# [Assignment]
Copy out, from the entries below, each line holding the string "Shockey".

(Saved data entries)
= Beginning of Section =
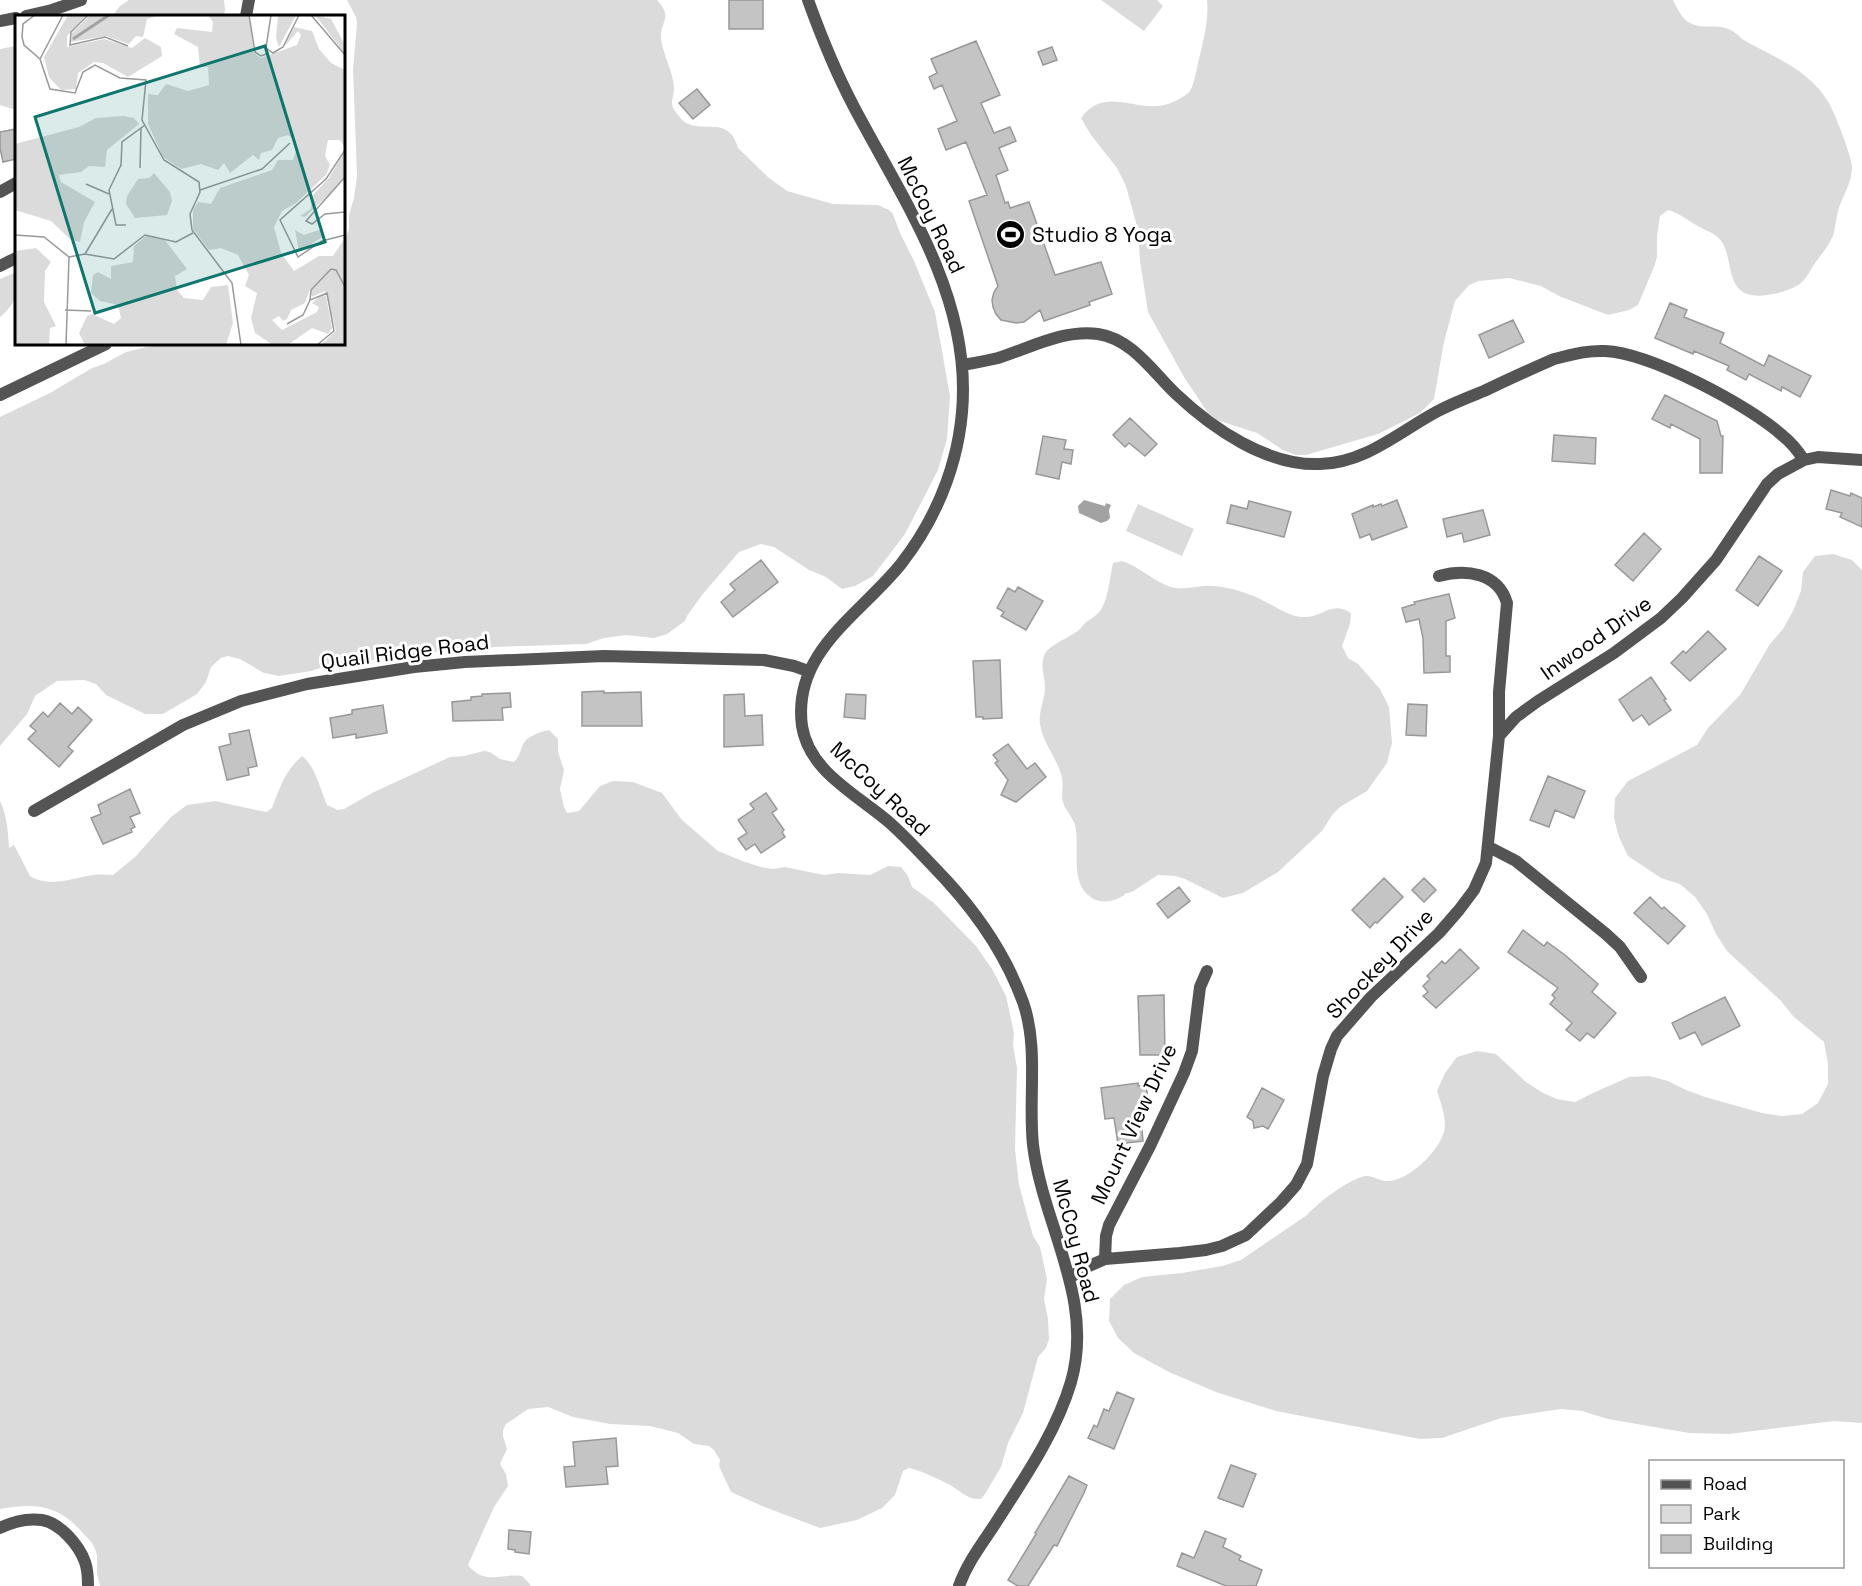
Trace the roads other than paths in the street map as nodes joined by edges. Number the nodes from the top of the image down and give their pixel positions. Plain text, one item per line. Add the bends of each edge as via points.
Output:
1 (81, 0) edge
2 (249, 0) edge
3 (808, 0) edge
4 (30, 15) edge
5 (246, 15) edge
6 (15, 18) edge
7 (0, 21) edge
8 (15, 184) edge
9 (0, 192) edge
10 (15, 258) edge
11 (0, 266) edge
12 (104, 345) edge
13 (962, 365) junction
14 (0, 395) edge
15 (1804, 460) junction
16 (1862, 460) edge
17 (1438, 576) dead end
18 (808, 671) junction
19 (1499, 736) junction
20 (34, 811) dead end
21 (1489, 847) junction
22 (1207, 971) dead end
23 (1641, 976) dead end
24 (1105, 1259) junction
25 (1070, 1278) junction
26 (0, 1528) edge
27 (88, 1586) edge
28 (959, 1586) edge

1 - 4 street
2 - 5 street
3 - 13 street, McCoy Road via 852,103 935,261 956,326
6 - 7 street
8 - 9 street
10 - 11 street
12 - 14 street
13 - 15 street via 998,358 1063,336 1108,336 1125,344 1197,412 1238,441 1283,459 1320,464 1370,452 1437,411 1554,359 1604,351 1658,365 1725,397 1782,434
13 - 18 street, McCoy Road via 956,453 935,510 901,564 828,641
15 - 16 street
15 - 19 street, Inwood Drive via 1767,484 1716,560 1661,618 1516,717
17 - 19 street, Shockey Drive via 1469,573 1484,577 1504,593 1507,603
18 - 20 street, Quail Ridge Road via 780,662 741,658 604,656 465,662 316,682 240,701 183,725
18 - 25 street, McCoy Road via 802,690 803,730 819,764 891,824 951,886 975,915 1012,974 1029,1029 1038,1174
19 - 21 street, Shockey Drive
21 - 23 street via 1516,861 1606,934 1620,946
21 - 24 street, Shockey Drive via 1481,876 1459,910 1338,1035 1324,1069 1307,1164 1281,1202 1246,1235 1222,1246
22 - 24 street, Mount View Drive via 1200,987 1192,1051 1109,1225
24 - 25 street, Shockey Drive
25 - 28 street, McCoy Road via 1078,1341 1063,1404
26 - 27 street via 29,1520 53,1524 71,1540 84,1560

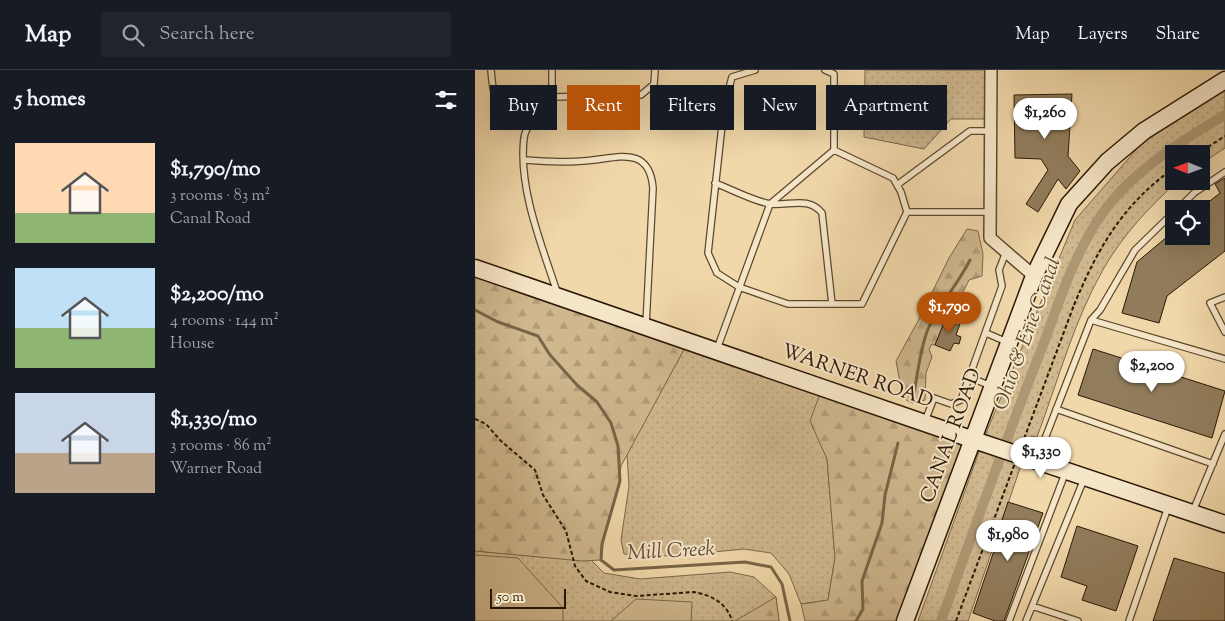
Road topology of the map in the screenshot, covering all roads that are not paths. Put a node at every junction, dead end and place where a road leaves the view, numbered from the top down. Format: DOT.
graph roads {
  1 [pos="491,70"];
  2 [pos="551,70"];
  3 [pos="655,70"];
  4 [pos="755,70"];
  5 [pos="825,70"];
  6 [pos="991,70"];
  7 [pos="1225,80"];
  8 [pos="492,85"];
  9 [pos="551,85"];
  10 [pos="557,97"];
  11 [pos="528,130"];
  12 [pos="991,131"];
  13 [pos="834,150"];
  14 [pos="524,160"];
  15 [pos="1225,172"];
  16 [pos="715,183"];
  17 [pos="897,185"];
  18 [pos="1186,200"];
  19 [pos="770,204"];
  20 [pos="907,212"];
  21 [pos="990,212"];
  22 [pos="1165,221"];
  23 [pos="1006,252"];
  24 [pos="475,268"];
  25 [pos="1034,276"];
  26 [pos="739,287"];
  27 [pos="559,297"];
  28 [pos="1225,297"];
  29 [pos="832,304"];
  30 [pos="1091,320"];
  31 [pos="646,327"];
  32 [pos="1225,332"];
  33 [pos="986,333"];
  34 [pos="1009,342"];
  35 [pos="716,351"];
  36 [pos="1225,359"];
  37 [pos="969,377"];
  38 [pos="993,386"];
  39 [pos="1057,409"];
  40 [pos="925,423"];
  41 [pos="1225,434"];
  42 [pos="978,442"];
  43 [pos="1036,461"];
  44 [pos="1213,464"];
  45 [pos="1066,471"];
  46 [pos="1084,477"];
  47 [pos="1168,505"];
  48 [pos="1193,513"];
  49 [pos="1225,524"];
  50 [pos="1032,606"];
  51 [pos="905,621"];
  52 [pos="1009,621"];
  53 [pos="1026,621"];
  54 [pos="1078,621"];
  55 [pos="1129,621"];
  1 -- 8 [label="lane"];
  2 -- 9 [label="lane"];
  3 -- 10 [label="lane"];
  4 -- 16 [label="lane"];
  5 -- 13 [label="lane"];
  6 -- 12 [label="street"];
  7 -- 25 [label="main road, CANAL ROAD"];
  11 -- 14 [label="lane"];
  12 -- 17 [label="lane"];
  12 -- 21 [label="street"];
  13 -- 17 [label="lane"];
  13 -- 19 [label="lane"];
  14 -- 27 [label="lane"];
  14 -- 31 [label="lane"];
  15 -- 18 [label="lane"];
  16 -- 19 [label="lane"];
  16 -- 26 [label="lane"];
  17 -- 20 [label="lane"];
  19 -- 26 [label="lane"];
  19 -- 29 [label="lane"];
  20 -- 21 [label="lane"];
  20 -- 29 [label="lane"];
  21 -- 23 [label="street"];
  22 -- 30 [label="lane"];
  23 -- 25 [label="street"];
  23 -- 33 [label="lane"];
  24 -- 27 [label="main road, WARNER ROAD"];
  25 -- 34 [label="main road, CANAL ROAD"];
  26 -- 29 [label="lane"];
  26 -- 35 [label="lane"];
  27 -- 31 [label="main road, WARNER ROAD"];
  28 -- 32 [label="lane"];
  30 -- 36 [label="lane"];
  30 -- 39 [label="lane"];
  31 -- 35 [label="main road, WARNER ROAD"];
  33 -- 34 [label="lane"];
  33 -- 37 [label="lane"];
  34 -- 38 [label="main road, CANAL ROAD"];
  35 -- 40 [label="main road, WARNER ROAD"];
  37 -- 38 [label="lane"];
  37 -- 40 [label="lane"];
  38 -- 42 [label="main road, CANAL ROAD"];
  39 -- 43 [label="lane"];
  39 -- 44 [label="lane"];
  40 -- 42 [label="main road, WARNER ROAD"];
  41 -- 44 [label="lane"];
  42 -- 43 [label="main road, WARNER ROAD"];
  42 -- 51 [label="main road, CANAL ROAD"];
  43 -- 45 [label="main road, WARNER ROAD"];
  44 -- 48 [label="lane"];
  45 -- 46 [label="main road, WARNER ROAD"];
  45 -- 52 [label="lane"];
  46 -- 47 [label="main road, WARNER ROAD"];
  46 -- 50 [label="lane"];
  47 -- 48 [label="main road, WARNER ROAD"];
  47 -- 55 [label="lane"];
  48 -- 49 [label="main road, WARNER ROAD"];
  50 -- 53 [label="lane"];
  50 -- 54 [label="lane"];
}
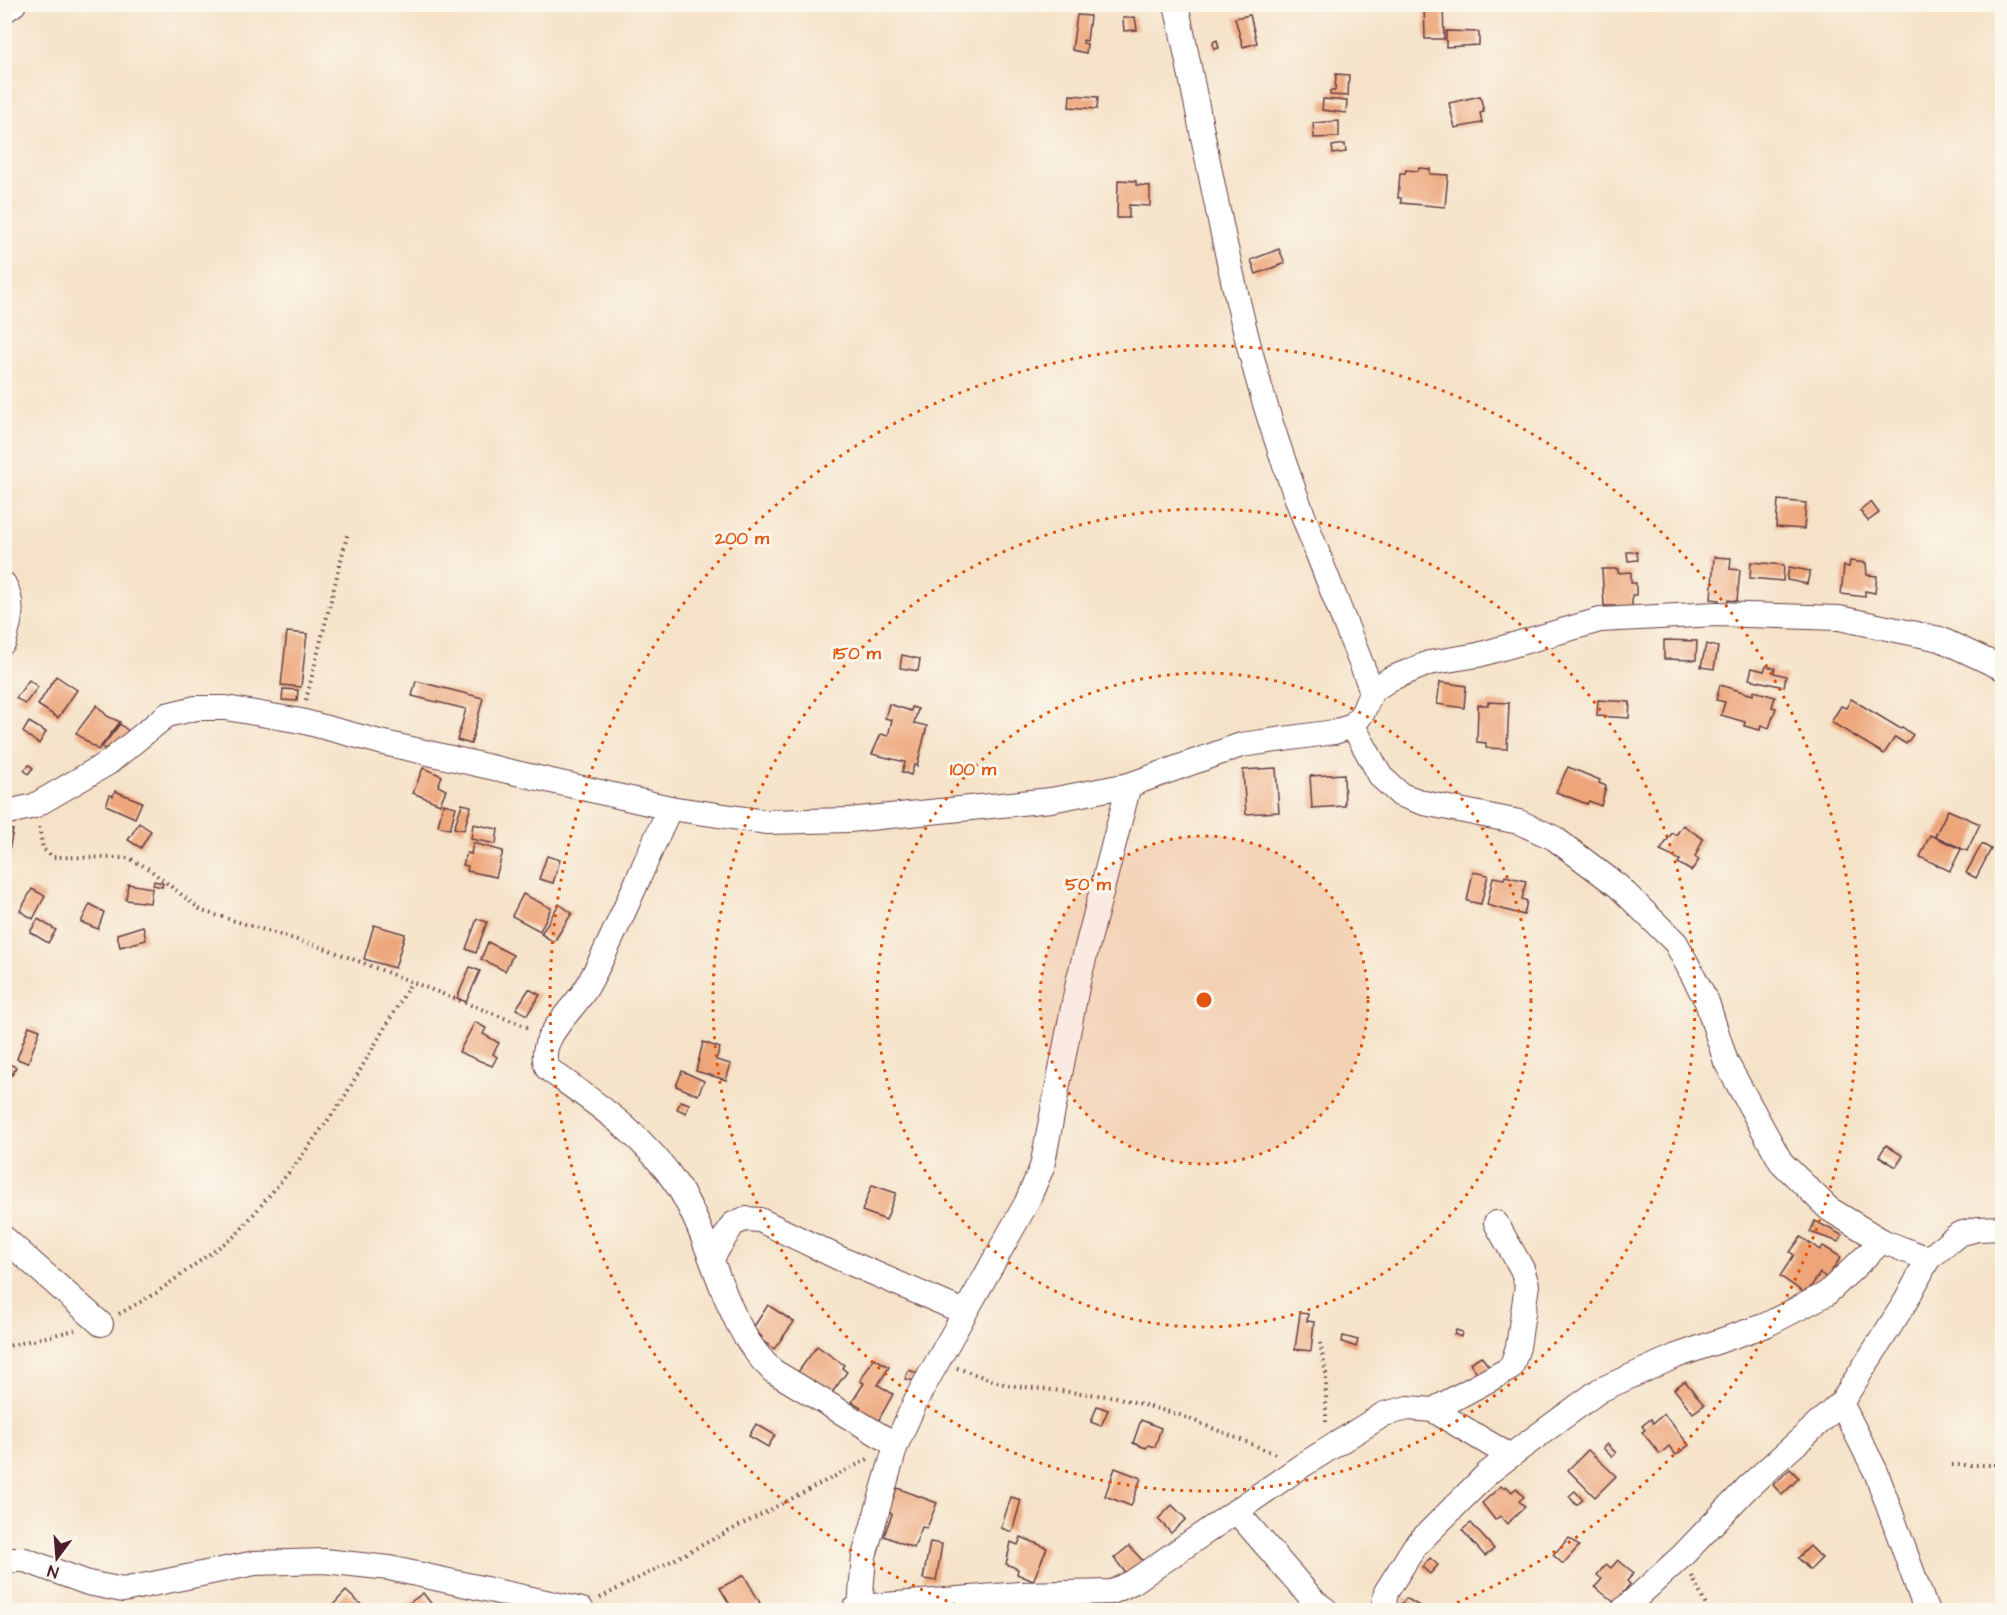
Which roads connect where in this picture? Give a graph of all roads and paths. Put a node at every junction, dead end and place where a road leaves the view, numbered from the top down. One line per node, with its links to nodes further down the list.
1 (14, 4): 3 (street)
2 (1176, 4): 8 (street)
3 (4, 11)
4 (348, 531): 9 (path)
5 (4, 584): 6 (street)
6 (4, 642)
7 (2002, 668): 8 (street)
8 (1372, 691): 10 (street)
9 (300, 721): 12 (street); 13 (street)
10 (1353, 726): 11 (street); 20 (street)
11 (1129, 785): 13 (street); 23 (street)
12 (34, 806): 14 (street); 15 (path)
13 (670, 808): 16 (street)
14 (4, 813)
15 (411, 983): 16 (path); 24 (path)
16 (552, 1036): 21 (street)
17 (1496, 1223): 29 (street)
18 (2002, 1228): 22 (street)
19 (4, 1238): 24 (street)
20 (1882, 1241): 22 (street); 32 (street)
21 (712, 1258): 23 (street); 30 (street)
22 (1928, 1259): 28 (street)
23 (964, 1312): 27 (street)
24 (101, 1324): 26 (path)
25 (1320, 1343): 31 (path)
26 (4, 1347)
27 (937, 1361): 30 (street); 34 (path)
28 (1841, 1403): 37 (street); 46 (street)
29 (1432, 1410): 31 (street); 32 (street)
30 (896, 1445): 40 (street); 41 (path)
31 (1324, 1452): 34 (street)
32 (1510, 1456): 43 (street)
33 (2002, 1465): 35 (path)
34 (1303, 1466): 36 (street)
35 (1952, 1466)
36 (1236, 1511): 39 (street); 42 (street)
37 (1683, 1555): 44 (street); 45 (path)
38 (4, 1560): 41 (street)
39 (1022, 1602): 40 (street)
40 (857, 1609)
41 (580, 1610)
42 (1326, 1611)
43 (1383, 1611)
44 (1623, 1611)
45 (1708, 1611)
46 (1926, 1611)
= End of Section =
# [Exercise answer]
17 - 19 street, Shockey Drive via 1469,573 1484,577 1504,593 1507,603
19 - 21 street, Shockey Drive
21 - 24 street, Shockey Drive via 1481,876 1459,910 1338,1035 1324,1069 1307,1164 1281,1202 1246,1235 1222,1246
24 - 25 street, Shockey Drive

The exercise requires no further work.